Anaemia is a frequent complication in patients with Crohn’s disease and ulcerative colitis (UC), and patients who respond to treatment generally show improvement in anaemia. Decrease in haemoglobin (Hgb) levels and anaemia may be associated with Janus kinase (JAK) inhibitors. Upadacitinib (UPA), an oral JAK1 selective inhibitor, has demonstrated favourable dose-dependent efficacy in patients with moderately to severely active UC.1 This analysis of data from the U-ACHIEVE study addressed effects of UPA treatment on Hgb levels in patients with UC.

Methods

U-ACHIEVE (NCT02819635) was a randomised, double-blind, placebo (PBO)-controlled phase 2b clinical trial. Adults with moderately to severely active UC were randomised to receive 7.5, 15, 30, or 45 mg UPA or PBO once daily (QD) for 8 weeks.
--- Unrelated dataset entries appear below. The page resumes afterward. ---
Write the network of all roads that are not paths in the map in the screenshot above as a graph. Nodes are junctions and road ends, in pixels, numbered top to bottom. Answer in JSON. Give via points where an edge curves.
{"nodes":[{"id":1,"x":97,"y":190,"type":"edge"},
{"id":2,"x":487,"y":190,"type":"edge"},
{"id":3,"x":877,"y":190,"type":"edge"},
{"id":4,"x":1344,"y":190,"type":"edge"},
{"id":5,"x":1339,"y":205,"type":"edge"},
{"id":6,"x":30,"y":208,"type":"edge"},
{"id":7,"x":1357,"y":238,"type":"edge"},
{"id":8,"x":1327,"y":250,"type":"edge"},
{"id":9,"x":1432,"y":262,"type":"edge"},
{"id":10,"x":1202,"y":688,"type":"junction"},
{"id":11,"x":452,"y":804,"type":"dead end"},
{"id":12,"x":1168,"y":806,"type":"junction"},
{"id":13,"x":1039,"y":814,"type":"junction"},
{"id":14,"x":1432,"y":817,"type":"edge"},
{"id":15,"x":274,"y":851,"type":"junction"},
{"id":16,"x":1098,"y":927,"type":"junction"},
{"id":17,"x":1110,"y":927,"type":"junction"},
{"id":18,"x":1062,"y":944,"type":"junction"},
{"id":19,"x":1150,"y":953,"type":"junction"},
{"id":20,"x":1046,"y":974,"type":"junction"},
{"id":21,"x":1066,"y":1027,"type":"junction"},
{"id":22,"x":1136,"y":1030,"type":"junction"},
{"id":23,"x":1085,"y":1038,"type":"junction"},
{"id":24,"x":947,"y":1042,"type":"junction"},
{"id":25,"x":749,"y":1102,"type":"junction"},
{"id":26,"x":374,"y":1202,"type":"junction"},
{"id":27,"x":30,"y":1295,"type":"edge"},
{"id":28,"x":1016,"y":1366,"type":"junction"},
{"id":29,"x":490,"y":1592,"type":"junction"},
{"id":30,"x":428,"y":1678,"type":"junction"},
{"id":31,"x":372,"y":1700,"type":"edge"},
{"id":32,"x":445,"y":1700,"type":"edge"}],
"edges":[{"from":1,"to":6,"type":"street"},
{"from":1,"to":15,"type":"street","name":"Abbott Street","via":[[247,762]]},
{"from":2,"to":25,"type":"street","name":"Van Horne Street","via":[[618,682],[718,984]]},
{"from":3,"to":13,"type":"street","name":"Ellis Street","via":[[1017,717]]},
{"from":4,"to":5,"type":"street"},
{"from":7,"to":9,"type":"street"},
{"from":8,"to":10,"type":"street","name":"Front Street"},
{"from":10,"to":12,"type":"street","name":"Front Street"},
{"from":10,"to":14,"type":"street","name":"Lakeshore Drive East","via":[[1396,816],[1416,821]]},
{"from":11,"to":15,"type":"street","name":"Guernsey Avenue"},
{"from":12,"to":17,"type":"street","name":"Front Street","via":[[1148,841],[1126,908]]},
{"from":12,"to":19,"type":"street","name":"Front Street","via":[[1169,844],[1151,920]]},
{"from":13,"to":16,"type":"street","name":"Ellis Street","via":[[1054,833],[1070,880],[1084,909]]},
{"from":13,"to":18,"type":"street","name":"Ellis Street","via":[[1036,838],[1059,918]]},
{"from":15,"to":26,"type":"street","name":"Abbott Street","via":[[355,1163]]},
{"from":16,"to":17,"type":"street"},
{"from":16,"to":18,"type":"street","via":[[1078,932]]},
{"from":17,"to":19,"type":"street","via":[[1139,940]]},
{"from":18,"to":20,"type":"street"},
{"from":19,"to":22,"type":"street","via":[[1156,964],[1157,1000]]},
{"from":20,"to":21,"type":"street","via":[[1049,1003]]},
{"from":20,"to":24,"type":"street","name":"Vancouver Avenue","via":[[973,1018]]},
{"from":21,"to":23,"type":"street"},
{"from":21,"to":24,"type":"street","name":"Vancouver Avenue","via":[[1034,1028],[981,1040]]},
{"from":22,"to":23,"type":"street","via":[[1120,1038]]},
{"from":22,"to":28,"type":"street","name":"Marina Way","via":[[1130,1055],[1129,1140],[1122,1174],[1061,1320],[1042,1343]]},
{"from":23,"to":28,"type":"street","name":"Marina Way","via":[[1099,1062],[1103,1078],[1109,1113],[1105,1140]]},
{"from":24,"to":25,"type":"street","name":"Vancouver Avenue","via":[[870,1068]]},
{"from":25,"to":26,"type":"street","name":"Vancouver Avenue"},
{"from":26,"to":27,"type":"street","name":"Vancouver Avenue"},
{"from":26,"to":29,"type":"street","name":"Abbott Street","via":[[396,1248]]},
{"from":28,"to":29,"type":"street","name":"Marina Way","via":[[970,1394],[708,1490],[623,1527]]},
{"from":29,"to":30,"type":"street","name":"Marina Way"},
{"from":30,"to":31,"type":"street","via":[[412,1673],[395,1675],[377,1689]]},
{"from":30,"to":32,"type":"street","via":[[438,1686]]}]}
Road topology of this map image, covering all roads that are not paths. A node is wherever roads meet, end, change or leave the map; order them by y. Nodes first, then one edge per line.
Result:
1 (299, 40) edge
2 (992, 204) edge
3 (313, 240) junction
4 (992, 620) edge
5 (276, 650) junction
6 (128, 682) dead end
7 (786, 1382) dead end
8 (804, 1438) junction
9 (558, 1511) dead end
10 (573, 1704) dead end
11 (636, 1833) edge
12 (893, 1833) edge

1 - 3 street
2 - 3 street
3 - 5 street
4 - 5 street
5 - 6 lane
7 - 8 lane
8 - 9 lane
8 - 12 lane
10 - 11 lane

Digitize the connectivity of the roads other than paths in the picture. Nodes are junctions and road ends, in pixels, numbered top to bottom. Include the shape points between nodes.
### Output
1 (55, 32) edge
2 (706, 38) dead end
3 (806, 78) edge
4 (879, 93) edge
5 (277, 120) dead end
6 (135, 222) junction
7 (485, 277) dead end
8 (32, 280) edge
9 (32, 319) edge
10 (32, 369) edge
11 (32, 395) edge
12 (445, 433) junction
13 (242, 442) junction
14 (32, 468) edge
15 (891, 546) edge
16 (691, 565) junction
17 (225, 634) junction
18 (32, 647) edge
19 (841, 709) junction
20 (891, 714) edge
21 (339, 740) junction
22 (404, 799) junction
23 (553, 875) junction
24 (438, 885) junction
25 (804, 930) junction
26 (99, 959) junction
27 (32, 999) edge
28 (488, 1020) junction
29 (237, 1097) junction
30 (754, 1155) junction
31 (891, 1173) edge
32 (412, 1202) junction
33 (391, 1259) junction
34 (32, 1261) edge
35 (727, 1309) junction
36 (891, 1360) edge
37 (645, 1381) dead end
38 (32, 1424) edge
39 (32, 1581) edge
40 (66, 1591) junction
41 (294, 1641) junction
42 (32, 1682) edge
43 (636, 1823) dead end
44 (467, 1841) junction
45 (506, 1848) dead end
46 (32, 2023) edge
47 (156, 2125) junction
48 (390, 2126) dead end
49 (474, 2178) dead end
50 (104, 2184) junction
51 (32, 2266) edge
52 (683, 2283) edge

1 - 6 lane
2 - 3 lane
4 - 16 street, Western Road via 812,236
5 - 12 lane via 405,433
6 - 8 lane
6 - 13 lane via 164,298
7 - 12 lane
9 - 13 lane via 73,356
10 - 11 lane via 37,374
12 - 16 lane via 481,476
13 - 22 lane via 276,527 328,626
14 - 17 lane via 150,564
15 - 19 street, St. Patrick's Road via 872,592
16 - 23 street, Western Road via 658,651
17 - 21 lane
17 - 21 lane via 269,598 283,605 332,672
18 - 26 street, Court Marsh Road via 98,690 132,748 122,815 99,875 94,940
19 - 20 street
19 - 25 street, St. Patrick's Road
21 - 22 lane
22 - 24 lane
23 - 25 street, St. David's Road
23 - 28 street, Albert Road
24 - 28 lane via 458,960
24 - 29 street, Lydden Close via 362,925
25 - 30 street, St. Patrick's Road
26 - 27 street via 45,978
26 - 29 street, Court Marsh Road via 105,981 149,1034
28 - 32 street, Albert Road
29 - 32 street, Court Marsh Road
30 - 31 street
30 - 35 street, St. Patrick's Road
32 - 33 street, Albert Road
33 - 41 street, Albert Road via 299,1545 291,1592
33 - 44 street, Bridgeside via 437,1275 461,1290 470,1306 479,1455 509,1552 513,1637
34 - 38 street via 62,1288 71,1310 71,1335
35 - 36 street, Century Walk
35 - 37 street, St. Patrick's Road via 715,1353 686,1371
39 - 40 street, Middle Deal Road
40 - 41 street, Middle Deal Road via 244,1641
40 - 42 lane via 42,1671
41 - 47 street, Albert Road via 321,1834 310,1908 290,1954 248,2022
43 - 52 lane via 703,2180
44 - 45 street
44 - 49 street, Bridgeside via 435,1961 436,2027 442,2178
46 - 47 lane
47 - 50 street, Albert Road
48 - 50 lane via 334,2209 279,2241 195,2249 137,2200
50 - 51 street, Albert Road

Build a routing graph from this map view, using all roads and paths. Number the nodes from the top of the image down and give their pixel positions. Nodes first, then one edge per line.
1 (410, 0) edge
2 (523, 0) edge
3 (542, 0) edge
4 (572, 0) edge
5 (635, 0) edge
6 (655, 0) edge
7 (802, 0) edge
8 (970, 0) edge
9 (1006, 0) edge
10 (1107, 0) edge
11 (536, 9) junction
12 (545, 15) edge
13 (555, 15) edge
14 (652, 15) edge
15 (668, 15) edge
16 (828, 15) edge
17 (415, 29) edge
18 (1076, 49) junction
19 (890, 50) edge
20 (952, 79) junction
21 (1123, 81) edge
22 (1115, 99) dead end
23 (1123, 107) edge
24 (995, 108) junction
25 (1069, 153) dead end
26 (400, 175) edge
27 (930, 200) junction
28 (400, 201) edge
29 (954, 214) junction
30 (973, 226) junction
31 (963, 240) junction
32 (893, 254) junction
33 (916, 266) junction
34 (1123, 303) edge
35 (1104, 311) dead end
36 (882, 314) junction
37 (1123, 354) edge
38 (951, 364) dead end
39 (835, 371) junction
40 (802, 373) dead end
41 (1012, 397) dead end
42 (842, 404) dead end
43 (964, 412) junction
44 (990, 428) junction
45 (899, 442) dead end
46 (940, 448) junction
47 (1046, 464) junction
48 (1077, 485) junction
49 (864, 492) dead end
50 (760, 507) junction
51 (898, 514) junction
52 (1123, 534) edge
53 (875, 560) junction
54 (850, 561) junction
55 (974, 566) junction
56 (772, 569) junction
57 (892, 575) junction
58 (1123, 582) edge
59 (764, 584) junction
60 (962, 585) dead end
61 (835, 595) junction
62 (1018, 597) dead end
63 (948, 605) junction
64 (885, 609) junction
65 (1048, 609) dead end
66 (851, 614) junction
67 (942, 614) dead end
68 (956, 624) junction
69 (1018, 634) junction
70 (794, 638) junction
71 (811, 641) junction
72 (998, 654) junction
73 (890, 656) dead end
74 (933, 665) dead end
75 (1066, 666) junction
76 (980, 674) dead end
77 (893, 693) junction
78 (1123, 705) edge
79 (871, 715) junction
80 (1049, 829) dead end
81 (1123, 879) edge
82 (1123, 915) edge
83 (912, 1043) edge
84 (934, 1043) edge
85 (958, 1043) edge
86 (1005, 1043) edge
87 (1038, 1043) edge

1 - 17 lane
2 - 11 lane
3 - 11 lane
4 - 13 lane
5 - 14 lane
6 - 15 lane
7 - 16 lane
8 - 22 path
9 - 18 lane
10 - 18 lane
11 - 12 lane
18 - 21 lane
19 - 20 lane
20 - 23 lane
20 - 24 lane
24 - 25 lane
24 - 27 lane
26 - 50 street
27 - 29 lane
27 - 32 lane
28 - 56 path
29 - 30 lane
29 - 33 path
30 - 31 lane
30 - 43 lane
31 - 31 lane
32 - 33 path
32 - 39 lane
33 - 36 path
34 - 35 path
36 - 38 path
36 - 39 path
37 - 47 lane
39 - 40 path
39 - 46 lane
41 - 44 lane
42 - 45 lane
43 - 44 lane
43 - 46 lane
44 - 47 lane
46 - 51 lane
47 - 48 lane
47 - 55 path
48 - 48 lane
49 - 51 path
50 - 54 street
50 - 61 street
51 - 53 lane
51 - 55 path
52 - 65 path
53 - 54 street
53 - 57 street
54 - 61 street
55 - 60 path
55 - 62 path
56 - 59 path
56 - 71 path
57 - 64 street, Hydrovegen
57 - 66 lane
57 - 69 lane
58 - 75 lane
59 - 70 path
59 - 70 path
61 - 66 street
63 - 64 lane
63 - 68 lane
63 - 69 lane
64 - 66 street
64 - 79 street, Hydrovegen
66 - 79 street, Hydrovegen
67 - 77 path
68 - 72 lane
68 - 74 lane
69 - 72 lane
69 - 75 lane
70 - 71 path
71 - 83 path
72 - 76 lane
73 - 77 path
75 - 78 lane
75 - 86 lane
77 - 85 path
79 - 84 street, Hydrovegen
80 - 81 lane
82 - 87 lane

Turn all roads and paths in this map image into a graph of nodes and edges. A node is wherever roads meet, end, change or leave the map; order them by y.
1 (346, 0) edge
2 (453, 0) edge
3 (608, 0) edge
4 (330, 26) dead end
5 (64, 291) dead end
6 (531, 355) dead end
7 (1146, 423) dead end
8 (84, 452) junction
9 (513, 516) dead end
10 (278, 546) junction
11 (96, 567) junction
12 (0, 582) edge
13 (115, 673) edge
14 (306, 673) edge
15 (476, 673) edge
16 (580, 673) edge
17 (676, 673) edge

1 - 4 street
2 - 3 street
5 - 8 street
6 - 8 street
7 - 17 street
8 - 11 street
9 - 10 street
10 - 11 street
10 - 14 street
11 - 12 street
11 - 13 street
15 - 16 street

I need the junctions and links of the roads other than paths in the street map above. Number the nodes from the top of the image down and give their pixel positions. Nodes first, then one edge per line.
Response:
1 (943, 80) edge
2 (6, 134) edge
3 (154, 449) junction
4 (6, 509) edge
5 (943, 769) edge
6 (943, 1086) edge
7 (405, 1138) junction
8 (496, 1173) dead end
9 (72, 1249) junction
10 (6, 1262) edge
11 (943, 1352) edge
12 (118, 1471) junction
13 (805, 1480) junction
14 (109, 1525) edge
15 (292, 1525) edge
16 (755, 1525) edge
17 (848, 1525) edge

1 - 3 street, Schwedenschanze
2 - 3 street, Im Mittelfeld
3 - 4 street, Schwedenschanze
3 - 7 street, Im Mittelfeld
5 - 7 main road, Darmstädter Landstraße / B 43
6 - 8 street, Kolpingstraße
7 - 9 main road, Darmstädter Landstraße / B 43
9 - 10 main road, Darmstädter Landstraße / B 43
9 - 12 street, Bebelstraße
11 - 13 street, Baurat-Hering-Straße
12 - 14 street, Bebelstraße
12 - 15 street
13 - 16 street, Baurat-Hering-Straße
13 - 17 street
Hgb levels were measured for all groups at baseline (BL) and weeks 2, 4, 6, and 8. Mean change from BL was calculated for each group. p-values for comparison between UPA and PBO groups were calculated using one-way ANOVA; no multiplicity adjustment was applied. Percentage of patients with Hgb values grade 2 (15–20 g/l Hgb decrease from BL), grade 3 (<80 g/l Hgb level or 21–29 g/l Hgb decrease from BL), and grade 4 (<70 g/l Hgb level or >29 g/l Hgb decrease BL) anaemia were determined for all treatment groups using the Common Terminology Criteria for Adverse Events version 5. Adverse events (AE) were reported by investigators.

Results

Included in the analysis were 250 patients (mean age ± SD, 42.3 ± 14.2 years; disease duration, 8.2 ± 2.5 years). At BL, most treatment groups had similar mean Hgb levels, except for the 15 mg UPA group, which had significantly lower Hgb levels vs. PBO group (Table). Increased or stable mean levels of Hgb at week 8 vs. BL were observed in most UPA treatment groups. The PBO group had the greatest decrease in Hgb vs. BL at week 8 compared with UPA treatment groups (Figure). Grade ≥2 anaemia was reported in 17.4% of patients receiving PBO and 14.4% of all patients receiving UPA (14.9%, 12.2%, 12.0%, and 17.9% of patients receiving 7.5, 15, 30, and 45 mg UPA, respectively). Grade ≥3 anaemia was reported in 8.7% of patients receiving PBO and 5% of all patients receiving UPA (6.4%, 6.1%, 6.0%, and 1.8% of patients receiving 7.5, 15, 30, and 45 mg UPA, respectively). One subject receiving 7.5 mg QD UPA had grade 4 anaemia. AE of anaemia was reported in 6.5% of patients receiving PBO and in 2.1%, 8.2%, and 3.8% of patients receiving 7.5, 15, and 30 mg UPA, respectively, but not in the 45 mg UPA group.

Conclusion

Decreased Hgb levels over time were observed more frequently in the PBO group. The maintenance of Hgb levels in patients receiving UPA was likely because of improvement of underlying UC.

Reference:

Sandborne WJ, et al. United European Gastroenterology Journal. 2018;6:A74-A75.